Being from Chicago and seeing the majority of good to phenomenal bands crushing the local (and in some cases worldwide) scene is a real treat for this old man. I am always lamenting about how large factions of the younger generation have no real love or desire for the 'old school' era of our music, and, as I am wont to do when warranted, I'll self-deprecate to the point of ridicule when I'm wrong...sometimes I think I throw myself to the wolves purposely to force the hands to prove me wrong.
Thus, we have Molder and its first official demo, An Act of Revenge.

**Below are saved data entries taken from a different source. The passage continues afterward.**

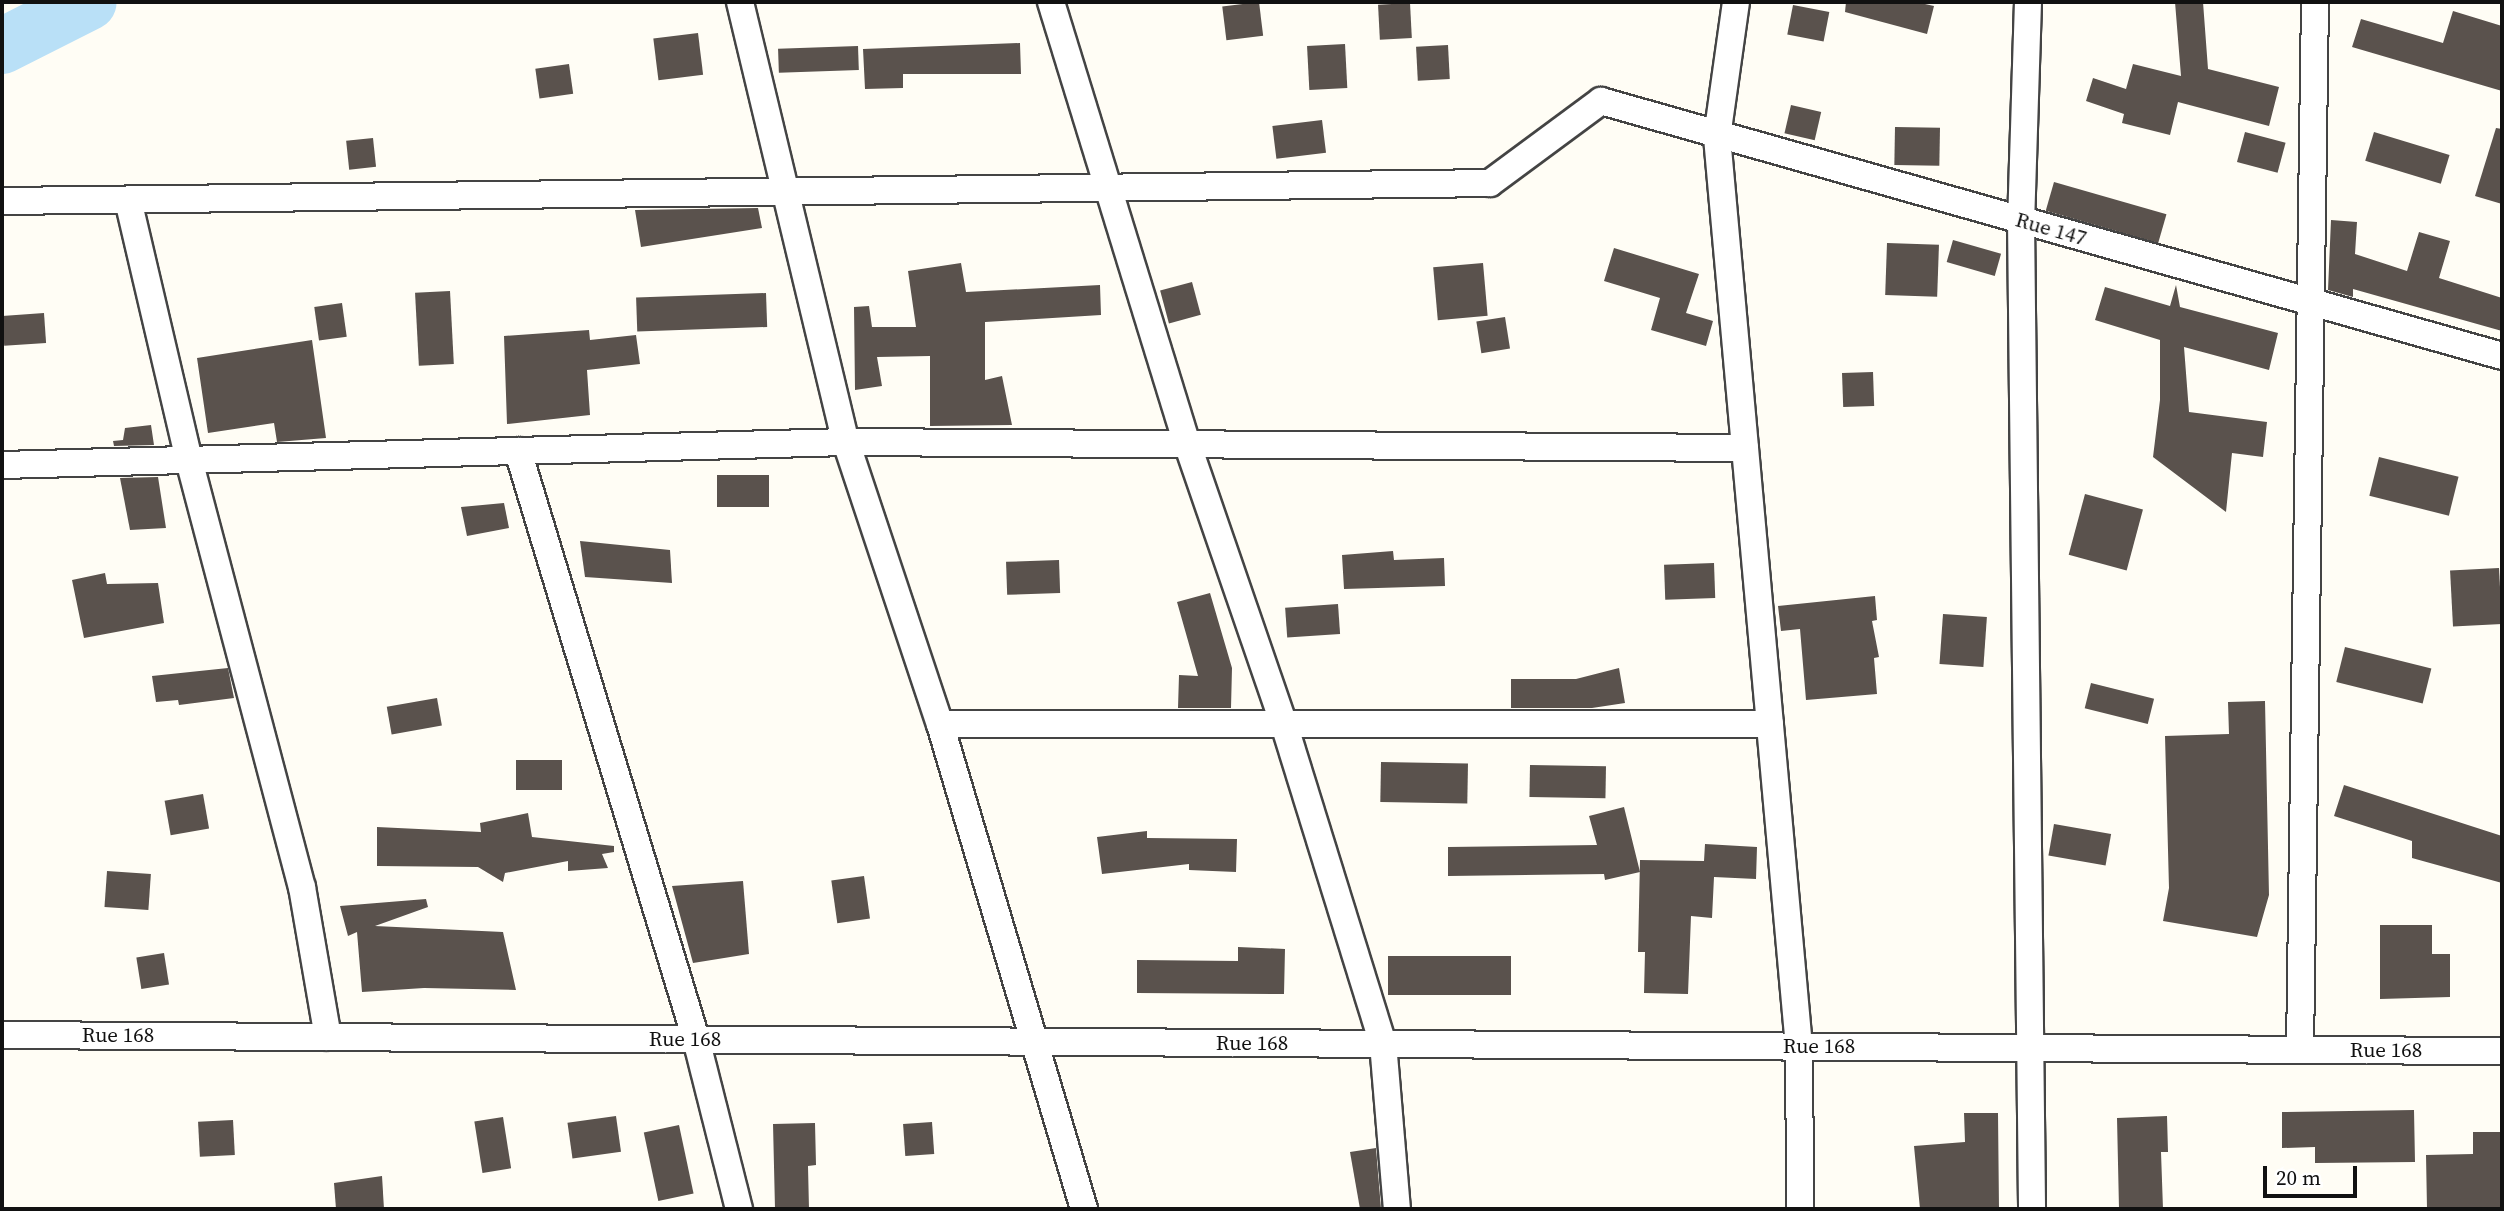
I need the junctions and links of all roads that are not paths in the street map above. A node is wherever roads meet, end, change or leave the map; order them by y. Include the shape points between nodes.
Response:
1 (740, 2) edge
2 (1051, 2) edge
3 (1736, 2) edge
4 (2028, 2) edge
5 (2315, 2) edge
6 (1717, 137) junction
7 (1110, 187) junction
8 (782, 191) junction
9 (128, 200) junction
10 (2, 201) edge
11 (2021, 220) junction
12 (2310, 302) junction
13 (2502, 356) edge
14 (846, 442) junction
15 (1187, 443) junction
16 (1745, 448) junction
17 (518, 451) junction
18 (189, 460) junction
19 (2, 465) edge
20 (940, 724) junction
21 (1284, 724) junction
22 (1770, 724) junction
23 (2, 1035) edge
24 (328, 1037) junction
25 (696, 1039) junction
26 (1035, 1042) junction
27 (1383, 1043) junction
28 (1799, 1046) junction
29 (2030, 1048) junction
30 (2300, 1049) junction
31 (2502, 1051) edge
32 (739, 1209) edge
33 (1084, 1209) edge
34 (1397, 1209) edge
35 (1800, 1209) edge
36 (2032, 1209) edge

1 - 8 street
2 - 7 street
3 - 6 street
4 - 11 street
5 - 12 street
6 - 7 street, Rue 147 via 1601,101 1490,183
6 - 11 street, Rue 147
6 - 16 street
7 - 8 street
7 - 15 street
8 - 9 street
8 - 14 street
9 - 10 street
9 - 18 street
11 - 12 street, Rue 147
11 - 29 street
12 - 13 street, Rue 147
12 - 30 street
14 - 15 street
14 - 17 street
14 - 20 street
15 - 16 street
15 - 21 street
16 - 22 street
17 - 18 street
17 - 25 street
18 - 19 street
18 - 24 street via 302,887
20 - 21 street
20 - 26 street
21 - 22 street
21 - 27 street
22 - 28 street
23 - 24 street, Rue 168
24 - 25 street, Rue 168
25 - 26 street, Rue 168
25 - 32 street
26 - 27 street, Rue 168
26 - 33 street
27 - 28 street, Rue 168
27 - 34 street
28 - 29 street, Rue 168
28 - 35 street
29 - 30 street, Rue 168
29 - 36 street
30 - 31 street, Rue 168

Hailing from Shorewood, Illinois, this trio has four...FOUR legitimate releases under its deathly belt in 2018 alone and the meshing of old school U.S. death metal and modern airs of horrific musical decay is extremely well done. Vocalist/drummer Aaren Pantke, bassist Dom Vaia and guitarist Ramon Garcia have been making the rounds around town; their name is becoming synonymous with such coveted local acts like Cianide, Cardiac Arrest, Absconder, Morgue Supplier, and Imperial Savagery – the Chicago pride is very strong in these three guys, and they are a welcome addition to our long, albeit underrated history in the geographical arena.
An Act of Revenge displays an obvious knowledge and love for such a disgusting and veritable 'bastard child' genre that has never seen its day in the commercial sun and, happily, never will in my lifetime. That said, the wonderful tempestuousness that we hold so dear and enjoy so intently is prevalent in five tracks of volatile, yet well-constructed tracks of unadulterated death metal. The 'filmy' or as I call it “congestion” in the production here is exactly what modern death metal has vainly tried to employ in the modern day, but it usually fails by way of spastic overkill or simple lack of organic feeling. With vocals straight from the bowels of Floridian and West Coast history and instrumentation not near polished, yet far from sloppy or trite, Molder's demo is a fascinating trek through murky, dismal plains of fast-paced galloping through the senses. I can't personally love any recent demo as much as I do this one, and the band should be given a serious listen by any real fan of this genre.
With topics ranging from the lovely and mentally fragrant rotting of corpses (“Molder”) to abhorrent genetic maladies (“Malpractice”) and into the wondrous world of eating meat that was once a walking, grazing critter of the deities (“God's Critters” - oh, the insane riffing in this track!), I can only say that as a music fan that is usually very hard on the last 15-years of the death metal sphere, this is a slice of American death far beyond the accepted and expected norm. This demo is more of what we crave and need in death metal, an art form criminally drowning in a pathetic mire of shopping mall shirt stores and Cannibal Corpse hand-me-downs from an older sibling's outgrown biology. Molder is, in my humble assessment, the perfectly reasonable addition to a lineage that can always use a fresh perspective on an old musical friend.
As I'm known to do on occasion, I espouse all of the carnal virtues and accolades I can muster upon bands I find truly worth visiting and supporting, and An Act of Revenge is one of those moments I wish for my younger days because it would be great honor to share a stage with a band this dedicated and true to the art form. Check them out and turn loose the longing for death.